Dans le second cas, le dessinateur se laisse traverser par une énergie (son travail à lui étant d'éliminer le plus grand nombre de freins et d'obstacles) pour que le dessin se fasse de lui-même, d'une certaine manière. Ou plutôt, le dessinateur ne présume pas de ce que sera ou ne sera pas le dessin à venir. Il le découvre dans l'instant. Il ne cherche pas à imposer sa volonté, en tous les cas il laisse un maximum de place au "vouloir" propre au dessin (on pourrait rajouter également le vouloir propre de l'outil et du support). Dessinateur et dessin ne font plus qu'un. L'esprit est projeté comme une flèche vers l'intérieur. S'en suivent effacement et dépouillement.

Qu'est ce que cela sous-entend? 

Que le dessin est une réalité extérieure à soi ou qu'il est déjà-là, au fond de soi? Que le dessin révèle le monde ou qu'il nous révèle nous-mêmes? 

Le dessin contient ces deux possibilités, intérieure et extérieure. On peut choisir l'une ou l'autre voie et on peut aussi se tenir au milieu, empruntant à l'une et à l'autre réalité. D'ailleurs, il faudrait dire à quel point l'orient a inspiré l'art moderne et contemporain. A quel point l'action painting de Pollock doit à la calligraphie et aux arts martiaux. Parfois cette influence est assumée et affirmée, d'autres fois elle est inconsciente mais pourtant flagrante (comme les peintures idéogrammes de Franz Kline). Voilà sans doute pourquoi le goût du vide, de l'épuration, de l'éphémère baignent les arts pendant tout le XXème siècle.

Pour approfondir cette histoire de cible, et donc de cercles, me revient le souvenir d'un de mes professeurs qui pour illustrer ces deux façons antagonistes de créer (et de concevoir le monde) avait pris l'exemple de deux schémas tracés au tableau.

En occident, l'anthropocentrisme place l'homme au centre du cercle qu'est l'univers.
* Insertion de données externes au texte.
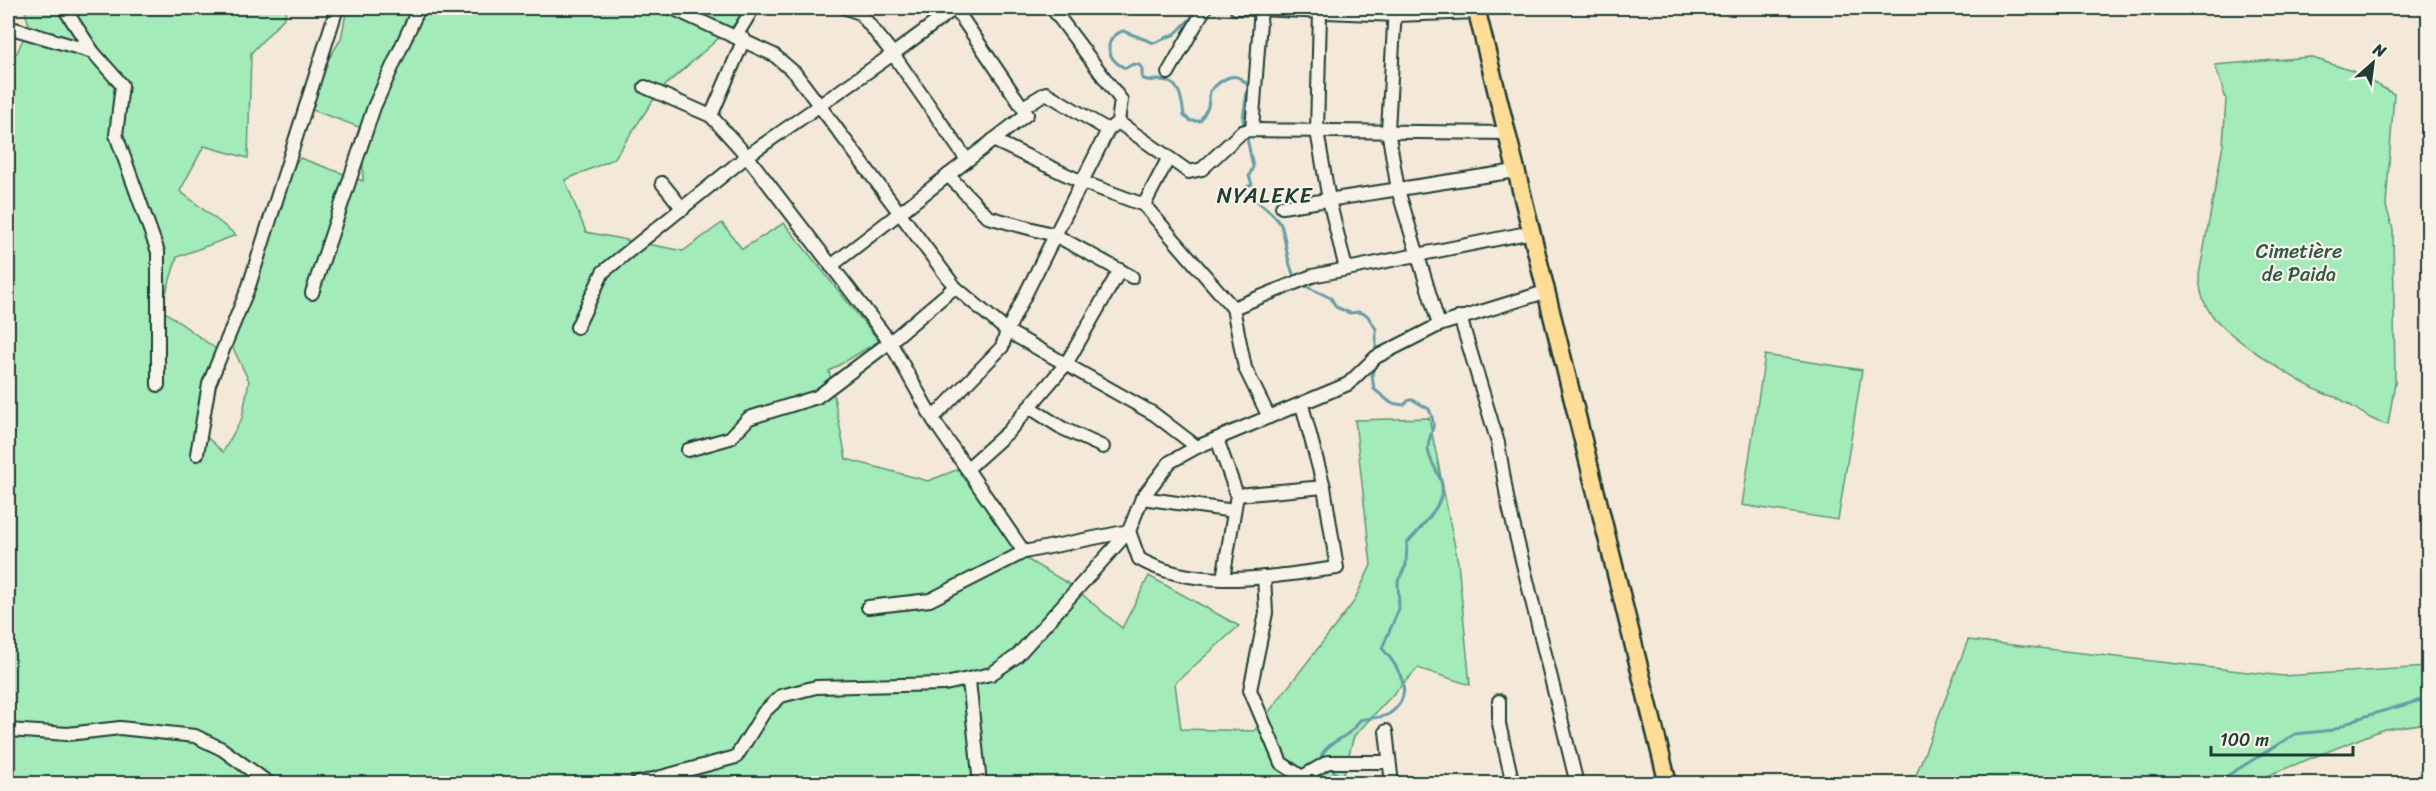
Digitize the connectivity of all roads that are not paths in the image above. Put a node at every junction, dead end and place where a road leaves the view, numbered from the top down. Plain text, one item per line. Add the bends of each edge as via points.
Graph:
1 (64, 8) edge
2 (337, 8) edge
3 (419, 8) edge
4 (672, 8) edge
5 (753, 8) edge
6 (846, 8) edge
7 (955, 8) edge
8 (1052, 8) edge
9 (1205, 8) edge
10 (1239, 8) edge
11 (1261, 8) edge
12 (1303, 10) edge
13 (1477, 10) edge
14 (1396, 11) edge
15 (1320, 13) junction
16 (8, 27) edge
17 (740, 37) junction
18 (93, 52) junction
19 (893, 54) junction
20 (1168, 73) dead end
21 (645, 87) dead end
22 (821, 104) junction
23 (1023, 107) junction
24 (711, 116) junction
25 (1113, 126) junction
26 (1248, 130) junction
27 (1388, 130) junction
28 (1317, 131) junction
29 (1508, 133) junction
30 (993, 140) junction
31 (747, 156) junction
32 (1168, 159) junction
33 (967, 160) junction
34 (1516, 171) junction
35 (948, 175) junction
36 (1082, 182) junction
37 (662, 183) dead end
38 (1398, 190) junction
39 (1329, 200) junction
40 (1144, 205) junction
41 (1282, 207) dead end
42 (683, 208) junction
43 (899, 214) junction
44 (1532, 232) junction
45 (1055, 235) junction
46 (1416, 255) junction
47 (831, 266) junction
48 (1346, 269) junction
49 (1120, 270) junction
50 (1132, 277) dead end
51 (955, 287) junction
52 (1548, 291) junction
53 (312, 293) dead end
54 (1233, 308) junction
55 (1460, 317) junction
56 (1439, 325) junction
57 (577, 327) dead end
58 (1007, 331) junction
59 (890, 342) junction
60 (1066, 364) junction
61 (158, 385) dead end
62 (1302, 405) junction
63 (1029, 407) junction
64 (1269, 417) junction
65 (933, 418) junction
66 (1217, 439) junction
67 (1103, 447) dead end
68 (1197, 447) junction
69 (688, 450) dead end
70 (197, 454) dead end
71 (968, 468) junction
72 (1324, 487) junction
73 (1237, 495) junction
74 (1142, 498) junction
75 (1234, 511) junction
76 (1129, 531) junction
77 (1024, 552) junction
78 (1264, 577) junction
79 (1223, 579) junction
80 (868, 607) dead end
81 (969, 681) junction
82 (1498, 701) dead end
83 (8, 730) edge
84 (1386, 731) dead end
85 (1389, 762) junction
86 (696, 769) junction
87 (270, 783) edge
88 (635, 783) edge
89 (694, 783) edge
90 (980, 783) edge
91 (1392, 783) edge
92 (1513, 783) edge
93 (1577, 783) edge
94 (1668, 783) edge

1 - 18 street
2 - 70 street via 249,286 209,384
3 - 53 street via 374,107
4 - 17 street
5 - 17 street
6 - 19 street via 860,13
7 - 19 street
7 - 23 street
8 - 25 street via 1121,100
9 - 20 street
10 - 11 street
11 - 12 street
11 - 26 street
12 - 15 street
13 - 14 street
13 - 29 highway
14 - 15 street
14 - 27 street
15 - 28 street
16 - 18 street
17 - 22 street via 774,55
17 - 24 street
18 - 61 street via 122,85 116,135 158,252
19 - 22 street
19 - 33 street
21 - 24 street
22 - 31 street
22 - 43 street
23 - 25 street via 1046,93
23 - 30 street via 1027,114
24 - 31 street
25 - 32 street
25 - 36 street
26 - 28 street
26 - 32 street via 1202,169 1189,172
27 - 28 street
27 - 29 street
27 - 38 street
28 - 39 street
29 - 34 highway
30 - 33 street
30 - 36 street
31 - 42 street
31 - 47 street
32 - 40 street
33 - 35 street
34 - 38 street
34 - 44 highway
35 - 43 street
35 - 45 street via 988,217
36 - 40 street
36 - 45 street
37 - 42 street
38 - 39 street
38 - 46 street
39 - 41 street
39 - 48 street
40 - 54 street
42 - 57 street via 603,272
43 - 47 street
43 - 51 street
44 - 46 street
44 - 52 highway
45 - 49 street
45 - 58 street
46 - 48 street
46 - 56 street
47 - 59 street
48 - 54 street via 1312,276
49 - 50 street
49 - 60 street
51 - 58 street
51 - 59 street
52 - 55 street
52 - 94 highway
54 - 64 street via 1245,368
55 - 56 street
55 - 93 street via 1498,443 1508,503
56 - 62 street via 1376,357 1348,384
58 - 60 street
58 - 65 street via 1002,346
59 - 65 street
59 - 69 street via 818,397 749,418 730,438
60 - 63 street
60 - 68 street via 1154,414
62 - 64 street
62 - 72 street
63 - 67 street
63 - 71 street
64 - 66 street
65 - 71 street
66 - 68 street
66 - 73 street
68 - 74 street via 1170,462
71 - 77 street
72 - 73 street
72 - 78 street via 1337,568
73 - 75 street
74 - 75 street
74 - 76 street
75 - 79 street
76 - 77 street
76 - 79 street via 1139,560 1162,572
76 - 81 street via 1017,656 991,674
77 - 80 street via 930,600
78 - 79 street
78 - 85 street via 1266,613 1250,690 1281,763 1302,777 1325,763
81 - 86 street via 816,687 781,696 764,712 736,757
81 - 90 street
82 - 92 street via 1499,724
83 - 87 street via 68,734 120,728 195,736 222,749
84 - 85 street
85 - 91 street
86 - 88 street
86 - 89 street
L'individu-ego devenant la mesure de toutes choses, mais par là-même un atome isolé. Rappelons le Cartésiannisme de "l'homme se rend maître et possesseur de la nature" et le "gogito ergo sum".

En Asie (mais aussi dans toutes les cultures dites primitives et ancestrales) : un cercle seul, sans centre. Les êtres humains (ainsi que toutes les autres réalités du monde) sont tous un des points qui constituent ce cercle. Cassant ainsi la hiérarchie entre l'un et l'autre, ne gardant que l'un. D'où un sentiment de fusion avec chaque aspect de l'univers.

Cet exemple m'a frappé par sa simplicité qui pourrait paraître caricaturale mais qui contient une vérité évidente. 

Comme si un partie de l'humanité devait se réconcilier avec l'autre pour retrouver son équilibre et son harmonie. Extériorité et intériorité. Le Yin et le Yang.

Dessiner pour mieux voir le monde. Dessiner pour mieux y voir en soi. 

Dessiner c'est être le témoin et le secrétaire de sa propre vie intérieure.